Plenty of Peace It's been a heady few weeks for ex-Democratic state senator Steve Peace. First his name was bandied about as a potential candidate to succeed Mayor Dick Murphy. Then it came to light that Peace -- a friend since boyhood of David Malcolm, ejected from the port commission for conflicts of interest that eventually got him a stretch in local custody -- is currently on the payroll of Padres owner and downtown real estate guru John Moores. Then there was the local debut of Enron: The Smartest Guys in the Room, a new documentary that recounts how the now-defunct Houston energy giant looted billions of dollars from California consumers, thanks to a Peace-authored public utility "deregulation" bill. (Peace's role isn't explicitly mentioned in the film, but ex-San Diego mayor Pete Wilson, who as governor signed Peace's pro-Enron scheme into law, is featured prominently.)
But the crowning touch came last Thursday, when two of Peace's closest cronies, North County GOP political consultant and lobbyist Jack Orr, an old pal from Peace's days in the state assembly, and Art Castanares, once a top Peace legislative aide who is now associated with him via a campaign-consulting and influence-peddling outfit called Cornerstone Strategies, were featured on KPBS-TV's Full Focus with Gloria Penner . The show, speculating about who the new mayor will be, was subtitled "Who Will Save San Diego?" Neither Orr nor Castanares was identified by Penner as part of Peace's well-oiled machine, which has long played a major role in county politics, but each had plenty to say about how the city should be run. Proclaimed Orr: "Murphy was Neville Chamberlain and we needed a Churchill." Chimed in Castanares, "Very well put"; he later called Democratic assemblyman Juan Vargas "the 900-pound gorilla in this race."

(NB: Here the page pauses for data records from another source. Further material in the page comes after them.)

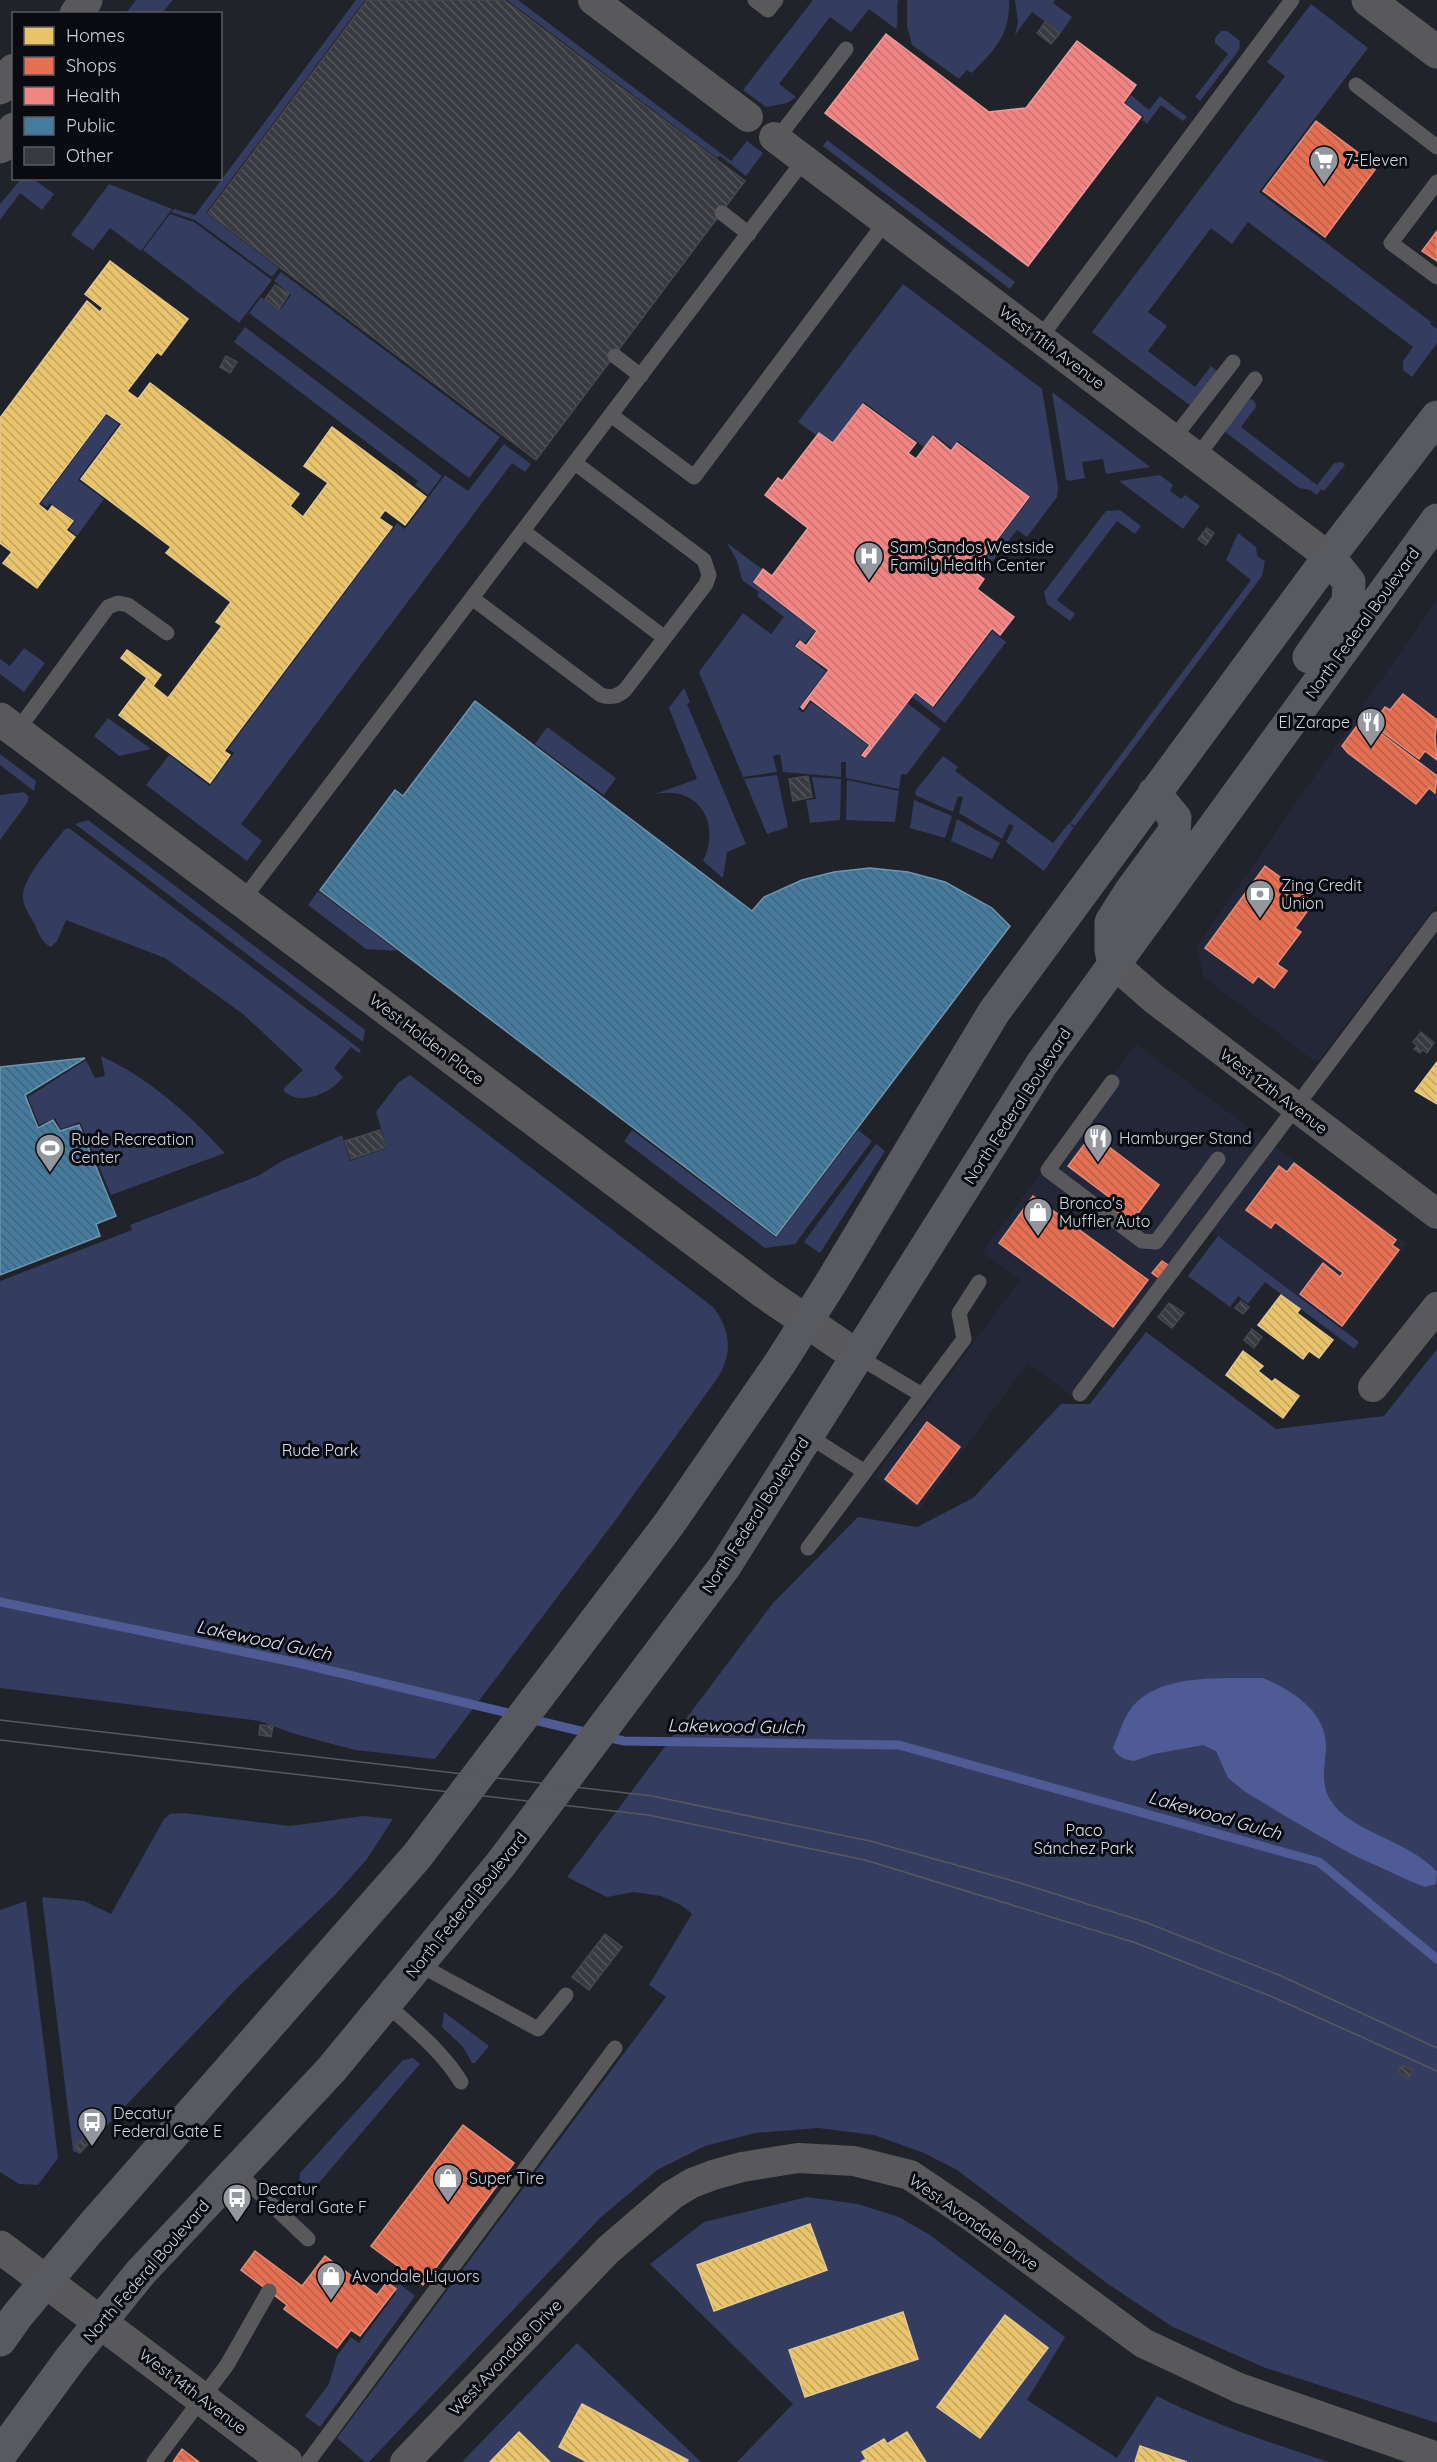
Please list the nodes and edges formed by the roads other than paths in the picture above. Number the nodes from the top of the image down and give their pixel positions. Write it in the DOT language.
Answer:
graph roads {
  1 [pos="593,0"];
  2 [pos="755,0"];
  3 [pos="776,0"];
  4 [pos="1292,0"];
  5 [pos="1368,0"];
  6 [pos="846,49"];
  7 [pos="1437,52"];
  8 [pos="12,73"];
  9 [pos="1356,85"];
  10 [pos="0,88"];
  11 [pos="12,132"];
  12 [pos="776,138"];
  13 [pos="0,147"];
  14 [pos="1437,147"];
  15 [pos="804,160"];
  16 [pos="1437,182"];
  17 [pos="722,213"];
  18 [pos="886,221"];
  19 [pos="749,234"];
  20 [pos="1437,277"];
  21 [pos="1040,338"];
  22 [pos="615,356"];
  23 [pos="1233,362"];
  24 [pos="641,376"];
  25 [pos="1255,379"];
  26 [pos="611,415"];
  27 [pos="1437,417"];
  28 [pos="1185,448"];
  29 [pos="575,463"];
  30 [pos="1437,520"];
  31 [pos="523,531"];
  32 [pos="1329,556"];
  33 [pos="472,598"];
  34 [pos="167,633"];
  35 [pos="665,638"];
  36 [pos="8,725"];
  37 [pos="1283,729"];
  38 [pos="1154,793"];
  39 [pos="242,901"];
  40 [pos="1437,919"];
  41 [pos="1114,964"];
  42 [pos="1112,1082"];
  43 [pos="1297,1108"];
  44 [pos="1218,1160"];
  45 [pos="1437,1214"];
  46 [pos="979,1282"];
  47 [pos="1437,1307"];
  48 [pos="806,1322"];
  49 [pos="857,1356"];
  50 [pos="1373,1387"];
  51 [pos="1080,1394"];
  52 [pos="922,1395"];
  53 [pos="807,1435"];
  54 [pos="865,1472"];
  55 [pos="808,1548"];
  56 [pos="418,1964"];
  57 [pos="566,1995"];
  58 [pos="386,2004"];
  59 [pos="615,2048"];
  60 [pos="461,2082"];
  61 [pos="236,2171"];
  62 [pos="308,2239"];
  63 [pos="0,2247"];
  64 [pos="46,2281"];
  65 [pos="269,2291"];
  66 [pos="100,2321"];
  67 [pos="0,2340"];
  68 [pos="47,2390"];
  69 [pos="202,2398"];
  70 [pos="0,2455"];
  71 [pos="1437,2457"];
  72 [pos="24,2462"];
  73 [pos="154,2462"];
  74 [pos="286,2462"];
  75 [pos="308,2462"];
  76 [pos="405,2462"];
  1 -- 12 [label="street, West 11th Avenue"];
  2 -- 3 [label="lane"];
  4 -- 21 [label="lane"];
  5 -- 7 [label="street"];
  6 -- 12 [label="lane"];
  8 -- 10 [label="street"];
  9 -- 14 [label="lane"];
  11 -- 13 [label="street"];
  12 -- 15 [label="street, West 11th Avenue"];
  15 -- 18 [label="street, West 11th Avenue"];
  15 -- 19 [label="lane"];
  16 -- 20 [label="lane"];
  17 -- 19 [label="lane"];
  18 -- 21 [label="street, West 11th Avenue"];
  18 -- 26 [label="lane"];
  19 -- 24 [label="lane"];
  21 -- 28 [label="street, West 11th Avenue"];
  22 -- 24 [label="lane"];
  23 -- 28 [label="lane"];
  24 -- 26 [label="lane"];
  25 -- 28 [label="lane"];
  26 -- 29 [label="lane"];
  27 -- 32 [label="main road"];
  28 -- 32 [label="street, West 11th Avenue"];
  29 -- 31 [label="lane"];
  29 -- 35 [label="lane"];
  30 -- 37 [label="main road, North Federal Boulevard"];
  31 -- 33 [label="lane"];
  31 -- 35 [label="lane"];
  32 -- 37 [label="main road"];
  32 -- 38 [label="main road"];
  33 -- 35 [label="lane"];
  33 -- 39 [label="lane"];
  34 -- 36 [label="lane"];
  36 -- 39 [label="street, West Holden Place"];
  37 -- 41 [label="main road, North Federal Boulevard"];
  38 -- 41 [label="main road"];
  38 -- 48 [label="main road"];
  39 -- 48 [label="street, West Holden Place"];
  40 -- 43 [label="lane"];
  41 -- 43 [label="street, West 12th Avenue"];
  41 -- 49 [label="main road, North Federal Boulevard"];
  42 -- 44 [label="lane"];
  43 -- 45 [label="street, West 12th Avenue"];
  43 -- 51 [label="lane"];
  46 -- 52 [label="lane"];
  47 -- 50 [label="street"];
  48 -- 49 [label="street, West Holden Place"];
  48 -- 64 [label="main road"];
  49 -- 52 [label="lane"];
  49 -- 53 [label="main road, North Federal Boulevard"];
  52 -- 54 [label="lane"];
  53 -- 54 [label="lane"];
  53 -- 56 [label="main road, North Federal Boulevard"];
  54 -- 55 [label="lane"];
  56 -- 57 [label="lane"];
  56 -- 58 [label="main road, North Federal Boulevard"];
  58 -- 60 [label="lane"];
  58 -- 61 [label="main road, North Federal Boulevard"];
  59 -- 75 [label="lane"];
  61 -- 62 [label="lane"];
  61 -- 66 [label="main road, North Federal Boulevard"];
  63 -- 64 [label="street, West 14th Avenue"];
  64 -- 66 [label="street, West 14th Avenue"];
  64 -- 67 [label="main road"];
  65 -- 69 [label="lane"];
  66 -- 68 [label="main road, North Federal Boulevard"];
  66 -- 69 [label="street, West 14th Avenue"];
  68 -- 70 [label="main road, North Federal Boulevard"];
  68 -- 72 [label="main road"];
  69 -- 73 [label="lane"];
  69 -- 74 [label="street, West 14th Avenue"];
  71 -- 76 [label="street, West Avondale Drive"];
}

Last June, another member of Orr's inner circle and his longtime client, millionaire bail bondsman R. Spencer Douglass, agreed to forfeit his bail-bond license, pay a $425,000 penalty, and spend 93 days under house arrest at his Rancho Santa Fe estate after pleading guilty to 123 misdemeanor counts of illegally paying inmates in the Riverside County jail to solicit bail business from fellow prisoners. Felony charges against Douglass were dismissed under the deal. Before he got into legal hot water, Douglass was a major patron of the San Diego GOP's Lincoln Club, giving more than $100,000 over four years.
Brown out Now that former Democratic governor Jerry Brown is running for state attorney general, his ties to ex-San Diegan and convicted felon Dick Silberman, once a major Brown fund-raiser and close political advisor, are likely to draw increased scrutiny. And it probably won't help that Silberman's youngest son, Craig, who once worked for his father in various lobbying ventures, has turned up as an advocate for Parkeon -- makers of "multi-space parking meters" -- on a list of registered lobbyists at city hall in Oakland, where Brown is now mayor. ... Word from Sacramento has it that Oceanside city councilwoman Esther Sanchez, last week said to be in the running to replace San Diego councilman Scott Peters on the California Coastal Commission, has been taken off the short list. Latest reputed contender: Chula Vista mayor Steve Padilla.